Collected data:
----------------
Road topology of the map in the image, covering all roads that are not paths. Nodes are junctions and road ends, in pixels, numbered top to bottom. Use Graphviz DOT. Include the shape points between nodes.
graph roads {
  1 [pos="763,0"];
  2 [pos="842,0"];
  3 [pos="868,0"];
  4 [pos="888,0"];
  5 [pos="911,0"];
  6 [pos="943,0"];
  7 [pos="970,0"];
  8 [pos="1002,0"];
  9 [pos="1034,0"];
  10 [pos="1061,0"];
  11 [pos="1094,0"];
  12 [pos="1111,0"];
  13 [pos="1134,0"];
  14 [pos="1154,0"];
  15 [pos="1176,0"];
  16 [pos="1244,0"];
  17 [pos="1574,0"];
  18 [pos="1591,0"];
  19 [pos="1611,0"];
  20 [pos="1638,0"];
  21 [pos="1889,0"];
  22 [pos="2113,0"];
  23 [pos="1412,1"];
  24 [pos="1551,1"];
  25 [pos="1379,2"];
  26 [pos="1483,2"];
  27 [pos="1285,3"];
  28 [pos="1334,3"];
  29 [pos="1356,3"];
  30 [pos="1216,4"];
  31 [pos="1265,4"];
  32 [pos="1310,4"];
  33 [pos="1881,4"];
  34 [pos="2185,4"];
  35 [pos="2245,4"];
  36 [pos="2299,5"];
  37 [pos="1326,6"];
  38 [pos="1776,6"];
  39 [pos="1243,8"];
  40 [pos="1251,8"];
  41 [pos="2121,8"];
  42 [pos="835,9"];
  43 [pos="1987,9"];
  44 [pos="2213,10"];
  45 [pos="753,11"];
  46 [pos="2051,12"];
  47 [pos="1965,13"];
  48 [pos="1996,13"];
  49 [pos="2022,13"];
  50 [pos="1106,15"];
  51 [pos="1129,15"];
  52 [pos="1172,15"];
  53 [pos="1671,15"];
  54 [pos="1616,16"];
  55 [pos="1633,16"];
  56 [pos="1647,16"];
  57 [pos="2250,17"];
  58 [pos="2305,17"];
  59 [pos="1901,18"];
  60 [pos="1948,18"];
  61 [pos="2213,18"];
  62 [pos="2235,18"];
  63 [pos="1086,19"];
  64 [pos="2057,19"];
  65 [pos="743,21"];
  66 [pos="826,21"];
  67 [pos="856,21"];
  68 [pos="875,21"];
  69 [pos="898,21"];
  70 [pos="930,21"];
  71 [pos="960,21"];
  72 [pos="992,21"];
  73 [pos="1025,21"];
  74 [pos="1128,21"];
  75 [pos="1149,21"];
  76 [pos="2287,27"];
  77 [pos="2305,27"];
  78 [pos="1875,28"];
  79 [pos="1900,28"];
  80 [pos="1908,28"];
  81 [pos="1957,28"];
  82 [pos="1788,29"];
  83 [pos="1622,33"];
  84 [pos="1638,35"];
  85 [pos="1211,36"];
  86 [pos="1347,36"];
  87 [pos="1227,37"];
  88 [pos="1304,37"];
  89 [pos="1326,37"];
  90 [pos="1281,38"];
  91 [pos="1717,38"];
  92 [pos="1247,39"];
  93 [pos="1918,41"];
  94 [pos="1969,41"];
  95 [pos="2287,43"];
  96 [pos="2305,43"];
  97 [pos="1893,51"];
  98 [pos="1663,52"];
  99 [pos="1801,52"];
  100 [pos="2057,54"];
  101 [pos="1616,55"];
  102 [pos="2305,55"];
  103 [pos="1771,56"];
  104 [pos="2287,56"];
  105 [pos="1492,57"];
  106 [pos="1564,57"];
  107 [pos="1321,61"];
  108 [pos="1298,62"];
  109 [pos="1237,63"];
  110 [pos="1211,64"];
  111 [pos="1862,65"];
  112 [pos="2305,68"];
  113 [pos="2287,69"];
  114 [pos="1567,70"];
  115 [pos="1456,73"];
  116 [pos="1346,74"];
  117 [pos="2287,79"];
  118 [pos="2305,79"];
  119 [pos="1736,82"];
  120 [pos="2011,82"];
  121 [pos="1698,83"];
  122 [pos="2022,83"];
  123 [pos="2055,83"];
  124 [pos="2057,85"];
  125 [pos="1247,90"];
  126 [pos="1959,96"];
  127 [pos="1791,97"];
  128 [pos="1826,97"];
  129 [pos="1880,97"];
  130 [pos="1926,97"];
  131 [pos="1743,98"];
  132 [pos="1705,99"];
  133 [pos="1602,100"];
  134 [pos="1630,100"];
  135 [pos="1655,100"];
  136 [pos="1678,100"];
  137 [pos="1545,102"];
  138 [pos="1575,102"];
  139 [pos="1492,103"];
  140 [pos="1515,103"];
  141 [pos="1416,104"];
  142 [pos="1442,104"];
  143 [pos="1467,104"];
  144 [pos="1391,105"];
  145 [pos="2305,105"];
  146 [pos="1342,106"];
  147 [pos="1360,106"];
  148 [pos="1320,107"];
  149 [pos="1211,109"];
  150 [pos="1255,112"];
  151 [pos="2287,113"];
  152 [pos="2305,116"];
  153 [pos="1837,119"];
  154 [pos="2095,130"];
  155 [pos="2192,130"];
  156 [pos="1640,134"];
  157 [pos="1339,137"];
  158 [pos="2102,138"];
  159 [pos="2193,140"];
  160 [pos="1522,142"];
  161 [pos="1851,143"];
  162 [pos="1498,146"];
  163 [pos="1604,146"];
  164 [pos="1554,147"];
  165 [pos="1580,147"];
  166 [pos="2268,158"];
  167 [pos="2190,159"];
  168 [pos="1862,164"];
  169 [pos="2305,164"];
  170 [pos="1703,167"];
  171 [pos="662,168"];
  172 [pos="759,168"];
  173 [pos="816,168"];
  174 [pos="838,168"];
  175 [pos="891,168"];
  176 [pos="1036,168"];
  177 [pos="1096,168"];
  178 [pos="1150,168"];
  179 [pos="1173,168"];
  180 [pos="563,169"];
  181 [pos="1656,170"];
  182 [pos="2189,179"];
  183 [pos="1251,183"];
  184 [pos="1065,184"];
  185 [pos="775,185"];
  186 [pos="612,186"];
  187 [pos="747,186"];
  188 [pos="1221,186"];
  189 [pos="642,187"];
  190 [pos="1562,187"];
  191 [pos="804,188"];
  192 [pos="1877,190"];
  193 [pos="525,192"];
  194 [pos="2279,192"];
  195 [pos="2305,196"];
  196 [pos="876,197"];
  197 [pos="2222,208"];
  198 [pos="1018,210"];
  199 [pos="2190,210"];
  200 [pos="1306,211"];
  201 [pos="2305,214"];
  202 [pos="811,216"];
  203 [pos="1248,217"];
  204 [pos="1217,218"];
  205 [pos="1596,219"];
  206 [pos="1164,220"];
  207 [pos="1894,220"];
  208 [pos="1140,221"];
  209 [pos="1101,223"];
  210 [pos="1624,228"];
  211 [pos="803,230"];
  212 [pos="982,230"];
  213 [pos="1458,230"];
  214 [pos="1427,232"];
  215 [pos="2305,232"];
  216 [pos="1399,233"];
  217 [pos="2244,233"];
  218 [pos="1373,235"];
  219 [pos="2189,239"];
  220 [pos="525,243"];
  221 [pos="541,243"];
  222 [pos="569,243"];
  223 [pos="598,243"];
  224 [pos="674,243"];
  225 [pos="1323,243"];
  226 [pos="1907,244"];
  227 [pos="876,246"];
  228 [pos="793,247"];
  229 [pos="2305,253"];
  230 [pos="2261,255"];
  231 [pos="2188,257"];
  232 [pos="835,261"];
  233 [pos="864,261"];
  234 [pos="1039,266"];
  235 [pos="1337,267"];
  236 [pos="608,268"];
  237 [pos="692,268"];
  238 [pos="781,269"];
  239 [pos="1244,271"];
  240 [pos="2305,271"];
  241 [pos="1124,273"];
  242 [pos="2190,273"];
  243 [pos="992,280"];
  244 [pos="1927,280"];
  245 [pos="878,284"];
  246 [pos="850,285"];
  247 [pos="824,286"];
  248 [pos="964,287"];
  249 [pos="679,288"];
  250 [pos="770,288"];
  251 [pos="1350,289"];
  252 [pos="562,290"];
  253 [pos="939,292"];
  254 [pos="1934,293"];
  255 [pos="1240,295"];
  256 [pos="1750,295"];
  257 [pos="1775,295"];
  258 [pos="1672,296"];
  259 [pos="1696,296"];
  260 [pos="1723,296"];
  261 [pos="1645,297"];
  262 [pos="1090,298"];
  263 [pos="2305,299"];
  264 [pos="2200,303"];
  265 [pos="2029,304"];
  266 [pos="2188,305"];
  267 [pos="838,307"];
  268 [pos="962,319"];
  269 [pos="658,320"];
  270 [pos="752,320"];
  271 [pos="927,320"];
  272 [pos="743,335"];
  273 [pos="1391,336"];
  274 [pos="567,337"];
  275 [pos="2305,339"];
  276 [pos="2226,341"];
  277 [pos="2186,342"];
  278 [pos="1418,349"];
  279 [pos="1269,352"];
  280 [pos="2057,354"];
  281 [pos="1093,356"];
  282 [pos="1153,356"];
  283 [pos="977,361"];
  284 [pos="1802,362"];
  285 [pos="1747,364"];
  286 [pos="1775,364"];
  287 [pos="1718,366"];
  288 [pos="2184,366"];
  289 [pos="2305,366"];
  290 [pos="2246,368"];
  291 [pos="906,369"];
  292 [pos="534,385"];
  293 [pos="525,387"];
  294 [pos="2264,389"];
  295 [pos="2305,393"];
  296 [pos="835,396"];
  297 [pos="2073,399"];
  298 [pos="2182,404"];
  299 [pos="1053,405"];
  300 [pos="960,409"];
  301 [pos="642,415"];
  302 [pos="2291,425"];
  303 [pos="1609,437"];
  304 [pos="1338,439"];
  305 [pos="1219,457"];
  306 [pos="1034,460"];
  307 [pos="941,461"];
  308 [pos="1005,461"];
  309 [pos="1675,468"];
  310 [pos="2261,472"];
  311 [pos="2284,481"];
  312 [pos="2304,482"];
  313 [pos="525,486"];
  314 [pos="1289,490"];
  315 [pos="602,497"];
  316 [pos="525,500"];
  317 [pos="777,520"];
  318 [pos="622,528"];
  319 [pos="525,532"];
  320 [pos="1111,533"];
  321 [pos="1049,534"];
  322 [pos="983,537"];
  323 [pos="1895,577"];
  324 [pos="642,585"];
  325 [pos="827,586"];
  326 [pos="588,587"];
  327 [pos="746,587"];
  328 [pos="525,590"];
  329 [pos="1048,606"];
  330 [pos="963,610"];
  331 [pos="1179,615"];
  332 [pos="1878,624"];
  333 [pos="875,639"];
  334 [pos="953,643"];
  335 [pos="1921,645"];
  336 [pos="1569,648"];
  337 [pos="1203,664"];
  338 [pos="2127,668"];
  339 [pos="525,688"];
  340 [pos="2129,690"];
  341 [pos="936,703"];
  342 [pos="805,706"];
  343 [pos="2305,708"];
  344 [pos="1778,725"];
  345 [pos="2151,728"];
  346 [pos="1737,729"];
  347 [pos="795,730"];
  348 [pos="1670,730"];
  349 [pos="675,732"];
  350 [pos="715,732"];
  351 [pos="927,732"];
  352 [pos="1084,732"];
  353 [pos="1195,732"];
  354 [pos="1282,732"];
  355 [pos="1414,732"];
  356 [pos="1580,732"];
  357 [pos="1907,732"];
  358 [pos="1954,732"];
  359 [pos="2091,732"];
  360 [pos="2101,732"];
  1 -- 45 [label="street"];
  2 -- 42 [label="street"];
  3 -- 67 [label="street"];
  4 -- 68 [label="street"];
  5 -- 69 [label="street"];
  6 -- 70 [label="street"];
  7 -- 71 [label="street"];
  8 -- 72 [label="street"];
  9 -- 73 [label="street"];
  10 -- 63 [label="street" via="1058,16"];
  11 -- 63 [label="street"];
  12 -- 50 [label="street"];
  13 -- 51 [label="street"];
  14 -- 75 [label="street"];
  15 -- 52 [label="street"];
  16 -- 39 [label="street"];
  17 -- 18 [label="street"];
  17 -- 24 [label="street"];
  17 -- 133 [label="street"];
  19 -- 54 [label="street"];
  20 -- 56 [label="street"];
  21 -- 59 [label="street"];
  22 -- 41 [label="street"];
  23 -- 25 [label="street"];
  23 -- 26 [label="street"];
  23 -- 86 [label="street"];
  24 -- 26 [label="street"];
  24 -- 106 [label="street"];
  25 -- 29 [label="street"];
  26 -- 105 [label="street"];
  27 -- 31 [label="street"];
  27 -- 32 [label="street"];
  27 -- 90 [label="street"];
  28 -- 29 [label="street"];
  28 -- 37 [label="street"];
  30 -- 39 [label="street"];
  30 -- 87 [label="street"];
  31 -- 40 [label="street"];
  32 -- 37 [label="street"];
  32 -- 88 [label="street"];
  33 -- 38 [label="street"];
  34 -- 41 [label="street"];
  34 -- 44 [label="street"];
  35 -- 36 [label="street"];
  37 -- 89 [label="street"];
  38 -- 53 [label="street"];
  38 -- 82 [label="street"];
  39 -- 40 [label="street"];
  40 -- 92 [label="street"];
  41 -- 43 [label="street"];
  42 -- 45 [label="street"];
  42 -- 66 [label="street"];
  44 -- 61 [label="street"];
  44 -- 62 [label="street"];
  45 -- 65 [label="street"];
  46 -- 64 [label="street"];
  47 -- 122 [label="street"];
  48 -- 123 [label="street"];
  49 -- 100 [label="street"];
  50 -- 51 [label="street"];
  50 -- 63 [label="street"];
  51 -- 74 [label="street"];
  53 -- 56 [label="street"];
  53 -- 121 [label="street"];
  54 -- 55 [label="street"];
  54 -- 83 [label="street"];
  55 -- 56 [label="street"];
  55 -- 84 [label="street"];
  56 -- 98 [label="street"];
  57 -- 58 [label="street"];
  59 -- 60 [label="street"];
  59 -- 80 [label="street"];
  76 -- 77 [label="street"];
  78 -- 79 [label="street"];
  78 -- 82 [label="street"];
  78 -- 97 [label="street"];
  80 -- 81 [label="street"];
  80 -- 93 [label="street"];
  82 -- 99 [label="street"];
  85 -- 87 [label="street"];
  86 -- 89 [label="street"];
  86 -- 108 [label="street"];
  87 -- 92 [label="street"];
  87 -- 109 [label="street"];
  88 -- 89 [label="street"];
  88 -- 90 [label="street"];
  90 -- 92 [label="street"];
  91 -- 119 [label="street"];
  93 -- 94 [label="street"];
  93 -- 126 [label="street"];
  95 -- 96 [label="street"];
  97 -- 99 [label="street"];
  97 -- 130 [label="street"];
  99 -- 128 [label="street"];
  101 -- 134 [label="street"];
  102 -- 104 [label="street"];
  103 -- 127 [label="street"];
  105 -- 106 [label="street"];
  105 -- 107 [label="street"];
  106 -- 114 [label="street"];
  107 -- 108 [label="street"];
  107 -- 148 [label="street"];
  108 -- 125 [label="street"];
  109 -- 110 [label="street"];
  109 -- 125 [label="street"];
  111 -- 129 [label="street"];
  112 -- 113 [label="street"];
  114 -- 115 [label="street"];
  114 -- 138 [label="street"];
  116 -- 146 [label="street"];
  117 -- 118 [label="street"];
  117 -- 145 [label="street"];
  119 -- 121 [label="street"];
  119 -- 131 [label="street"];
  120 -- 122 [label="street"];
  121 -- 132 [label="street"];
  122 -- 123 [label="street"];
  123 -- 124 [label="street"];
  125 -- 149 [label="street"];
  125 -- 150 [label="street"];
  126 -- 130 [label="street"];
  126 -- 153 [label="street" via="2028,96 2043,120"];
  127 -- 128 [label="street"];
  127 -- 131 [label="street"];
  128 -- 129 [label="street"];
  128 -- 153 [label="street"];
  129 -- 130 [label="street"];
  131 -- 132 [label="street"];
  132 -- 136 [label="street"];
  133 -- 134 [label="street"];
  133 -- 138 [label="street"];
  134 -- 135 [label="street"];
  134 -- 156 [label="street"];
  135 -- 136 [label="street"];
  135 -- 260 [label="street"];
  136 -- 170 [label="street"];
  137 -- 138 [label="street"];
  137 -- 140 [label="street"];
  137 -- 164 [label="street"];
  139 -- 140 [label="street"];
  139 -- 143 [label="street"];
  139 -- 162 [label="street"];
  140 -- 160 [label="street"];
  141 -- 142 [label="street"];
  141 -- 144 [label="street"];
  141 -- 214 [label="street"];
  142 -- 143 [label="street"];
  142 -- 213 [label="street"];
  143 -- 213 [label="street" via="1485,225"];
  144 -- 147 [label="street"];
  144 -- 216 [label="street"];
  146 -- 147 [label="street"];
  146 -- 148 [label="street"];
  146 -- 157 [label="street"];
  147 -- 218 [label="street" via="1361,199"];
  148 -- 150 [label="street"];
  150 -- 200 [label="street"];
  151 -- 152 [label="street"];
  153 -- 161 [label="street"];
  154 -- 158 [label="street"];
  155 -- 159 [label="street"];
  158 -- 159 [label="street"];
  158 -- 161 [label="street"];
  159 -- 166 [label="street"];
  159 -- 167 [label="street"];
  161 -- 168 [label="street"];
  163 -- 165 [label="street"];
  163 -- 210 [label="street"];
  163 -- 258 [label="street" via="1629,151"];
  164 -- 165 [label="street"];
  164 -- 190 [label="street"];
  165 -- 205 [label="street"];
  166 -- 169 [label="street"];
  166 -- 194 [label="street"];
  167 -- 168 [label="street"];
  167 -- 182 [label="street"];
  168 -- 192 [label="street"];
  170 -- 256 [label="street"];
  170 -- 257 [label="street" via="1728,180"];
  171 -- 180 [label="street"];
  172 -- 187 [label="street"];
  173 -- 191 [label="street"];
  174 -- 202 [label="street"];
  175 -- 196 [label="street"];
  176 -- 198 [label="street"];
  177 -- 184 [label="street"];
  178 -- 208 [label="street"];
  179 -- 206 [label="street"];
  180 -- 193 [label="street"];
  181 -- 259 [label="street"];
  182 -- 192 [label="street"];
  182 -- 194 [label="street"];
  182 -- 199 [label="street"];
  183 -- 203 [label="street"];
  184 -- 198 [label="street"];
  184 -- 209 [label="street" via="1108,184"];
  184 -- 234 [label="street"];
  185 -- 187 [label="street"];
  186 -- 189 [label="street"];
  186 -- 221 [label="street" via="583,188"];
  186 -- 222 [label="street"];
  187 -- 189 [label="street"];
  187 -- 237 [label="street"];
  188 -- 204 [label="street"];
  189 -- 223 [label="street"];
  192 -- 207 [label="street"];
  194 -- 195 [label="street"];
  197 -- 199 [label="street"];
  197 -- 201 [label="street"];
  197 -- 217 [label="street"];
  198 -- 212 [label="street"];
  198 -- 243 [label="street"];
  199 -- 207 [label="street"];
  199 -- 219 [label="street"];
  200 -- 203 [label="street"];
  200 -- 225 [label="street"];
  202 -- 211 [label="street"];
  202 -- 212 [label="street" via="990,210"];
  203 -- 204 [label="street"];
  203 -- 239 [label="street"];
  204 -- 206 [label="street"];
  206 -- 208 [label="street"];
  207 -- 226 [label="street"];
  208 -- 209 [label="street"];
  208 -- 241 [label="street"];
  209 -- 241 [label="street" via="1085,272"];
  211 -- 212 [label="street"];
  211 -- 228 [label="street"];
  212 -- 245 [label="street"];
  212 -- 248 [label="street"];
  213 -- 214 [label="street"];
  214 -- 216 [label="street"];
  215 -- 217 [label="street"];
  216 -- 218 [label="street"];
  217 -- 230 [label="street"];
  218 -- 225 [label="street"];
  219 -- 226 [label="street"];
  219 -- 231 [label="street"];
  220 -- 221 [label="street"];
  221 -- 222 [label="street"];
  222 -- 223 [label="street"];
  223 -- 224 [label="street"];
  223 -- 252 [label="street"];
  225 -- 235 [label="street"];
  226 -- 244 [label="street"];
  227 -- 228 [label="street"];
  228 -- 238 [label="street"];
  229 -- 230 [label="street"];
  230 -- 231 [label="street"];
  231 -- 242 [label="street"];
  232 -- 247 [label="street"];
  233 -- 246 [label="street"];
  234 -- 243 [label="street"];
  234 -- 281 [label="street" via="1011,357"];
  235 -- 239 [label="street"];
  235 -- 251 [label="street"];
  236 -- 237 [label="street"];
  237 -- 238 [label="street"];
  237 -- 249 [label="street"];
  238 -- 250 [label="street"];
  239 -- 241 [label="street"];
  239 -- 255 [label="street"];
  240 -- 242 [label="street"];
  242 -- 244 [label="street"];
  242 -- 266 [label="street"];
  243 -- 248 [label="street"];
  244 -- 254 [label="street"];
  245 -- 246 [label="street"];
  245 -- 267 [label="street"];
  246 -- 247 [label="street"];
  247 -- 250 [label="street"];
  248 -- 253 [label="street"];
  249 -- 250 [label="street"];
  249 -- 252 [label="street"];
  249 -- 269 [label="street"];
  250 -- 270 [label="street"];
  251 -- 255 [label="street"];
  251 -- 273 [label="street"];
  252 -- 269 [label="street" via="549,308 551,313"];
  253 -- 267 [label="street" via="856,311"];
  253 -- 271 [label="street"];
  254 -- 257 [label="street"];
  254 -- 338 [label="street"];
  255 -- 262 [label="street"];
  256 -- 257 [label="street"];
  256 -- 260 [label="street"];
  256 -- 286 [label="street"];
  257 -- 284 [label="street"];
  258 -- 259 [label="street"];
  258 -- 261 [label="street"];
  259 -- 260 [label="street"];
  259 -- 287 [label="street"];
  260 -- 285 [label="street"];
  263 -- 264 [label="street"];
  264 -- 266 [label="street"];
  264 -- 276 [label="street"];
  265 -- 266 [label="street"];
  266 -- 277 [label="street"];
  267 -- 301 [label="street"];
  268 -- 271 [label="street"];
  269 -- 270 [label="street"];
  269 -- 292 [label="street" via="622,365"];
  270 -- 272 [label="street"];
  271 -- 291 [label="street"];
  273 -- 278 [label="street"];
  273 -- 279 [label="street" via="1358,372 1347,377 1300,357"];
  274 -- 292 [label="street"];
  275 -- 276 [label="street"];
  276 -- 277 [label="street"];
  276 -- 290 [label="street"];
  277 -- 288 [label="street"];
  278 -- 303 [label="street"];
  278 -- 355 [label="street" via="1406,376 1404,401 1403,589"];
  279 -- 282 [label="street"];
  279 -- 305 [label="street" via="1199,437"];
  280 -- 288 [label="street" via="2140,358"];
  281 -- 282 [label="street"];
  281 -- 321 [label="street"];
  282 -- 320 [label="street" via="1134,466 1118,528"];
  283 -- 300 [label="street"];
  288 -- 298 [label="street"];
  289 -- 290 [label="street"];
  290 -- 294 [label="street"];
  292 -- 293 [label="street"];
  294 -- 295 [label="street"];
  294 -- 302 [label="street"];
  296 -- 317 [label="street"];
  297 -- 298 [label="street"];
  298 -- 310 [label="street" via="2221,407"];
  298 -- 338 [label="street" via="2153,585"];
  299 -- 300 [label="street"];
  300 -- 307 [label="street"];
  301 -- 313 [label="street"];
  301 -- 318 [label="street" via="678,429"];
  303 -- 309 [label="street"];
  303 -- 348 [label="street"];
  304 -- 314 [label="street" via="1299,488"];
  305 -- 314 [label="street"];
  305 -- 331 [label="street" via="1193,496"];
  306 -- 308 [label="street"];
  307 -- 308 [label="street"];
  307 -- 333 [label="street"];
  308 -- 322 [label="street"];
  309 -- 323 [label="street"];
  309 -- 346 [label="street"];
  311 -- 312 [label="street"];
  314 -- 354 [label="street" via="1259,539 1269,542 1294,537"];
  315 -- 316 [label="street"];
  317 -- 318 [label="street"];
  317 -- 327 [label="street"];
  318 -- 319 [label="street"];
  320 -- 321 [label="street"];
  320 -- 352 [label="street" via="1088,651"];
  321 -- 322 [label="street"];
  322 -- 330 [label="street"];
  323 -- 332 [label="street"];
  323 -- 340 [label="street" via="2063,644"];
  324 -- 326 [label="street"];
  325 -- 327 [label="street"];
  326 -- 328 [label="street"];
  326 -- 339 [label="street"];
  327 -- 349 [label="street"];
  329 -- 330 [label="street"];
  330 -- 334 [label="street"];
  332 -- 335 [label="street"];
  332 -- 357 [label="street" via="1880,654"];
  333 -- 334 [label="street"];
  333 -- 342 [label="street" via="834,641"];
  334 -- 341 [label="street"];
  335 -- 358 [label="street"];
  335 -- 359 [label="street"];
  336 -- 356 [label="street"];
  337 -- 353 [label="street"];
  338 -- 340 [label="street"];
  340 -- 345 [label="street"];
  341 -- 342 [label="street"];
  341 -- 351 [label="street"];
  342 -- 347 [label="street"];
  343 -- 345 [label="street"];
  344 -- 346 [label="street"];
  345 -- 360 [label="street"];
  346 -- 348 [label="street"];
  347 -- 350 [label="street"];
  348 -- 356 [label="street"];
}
----------------
Task requirements:
For the string "roads", show each line of the entries above where it occurs.

Solution to this problem:
Road topology of the map in the image, covering all roads that are not paths. Nodes are junctions and road ends, in pixels, numbered top to bottom. Use Graphviz DOT. Include the shape points between nodes.
graph roads {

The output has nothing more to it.